#### Prompt
Output each record exactly, excluding pictures.

Stored items:
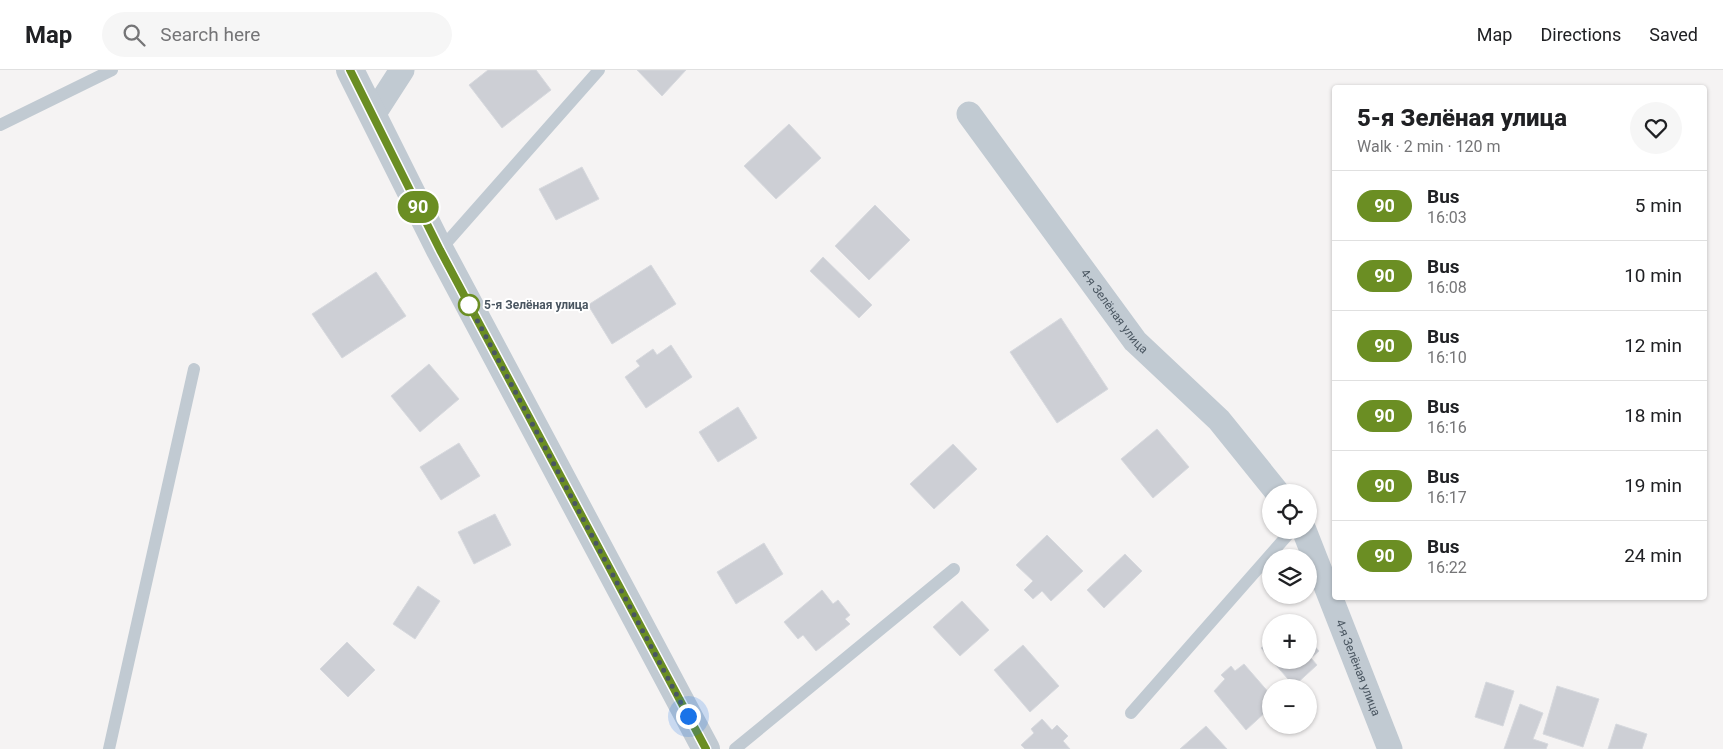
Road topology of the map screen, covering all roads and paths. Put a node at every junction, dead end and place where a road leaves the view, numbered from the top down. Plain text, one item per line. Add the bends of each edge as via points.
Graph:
1 (112, 70) edge
2 (350, 70) edge
3 (402, 70) edge
4 (600, 70) edge
5 (969, 114) dead end
6 (373, 115) junction
7 (0, 125) edge
8 (440, 250) junction
9 (194, 369) dead end
10 (1272, 484) edge
11 (1284, 539) edge
12 (1308, 539) edge
13 (954, 569) dead end
14 (1130, 713) dead end
15 (109, 749) edge
16 (706, 749) edge
17 (735, 749) edge
18 (1390, 749) edge

1 - 7 lane
2 - 6 street
3 - 6 street
4 - 8 lane
5 - 10 street, 4-я Зелёная улица via 1135,341 1220,420
6 - 8 street
8 - 16 street
9 - 15 lane
11 - 14 lane
12 - 18 street, 4-я Зелёная улица
13 - 17 lane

#### Solved problem
Road topology of the map screen, covering all roads and paths. Put a node at every junction, dead end and place where a road leaves the view, numbered from the top down. Plain text, one item per line. Add the bends of each edge as via points.
Graph:
1 (112, 70) edge
2 (350, 70) edge
3 (402, 70) edge
4 (600, 70) edge
5 (969, 114) dead end
6 (373, 115) junction
7 (0, 125) edge
8 (440, 250) junction
9 (194, 369) dead end
10 (1272, 484) edge
11 (1284, 539) edge
12 (1308, 539) edge
13 (954, 569) dead end
14 (1130, 713) dead end
15 (109, 749) edge
16 (706, 749) edge
17 (735, 749) edge
18 (1390, 749) edge

1 - 7 lane
2 - 6 street
3 - 6 street
4 - 8 lane
5 - 10 street, 4-я Зелёная улица via 1135,341 1220,420
6 - 8 street
8 - 16 street
9 - 15 lane
11 - 14 lane
12 - 18 street, 4-я Зелёная улица
13 - 17 lane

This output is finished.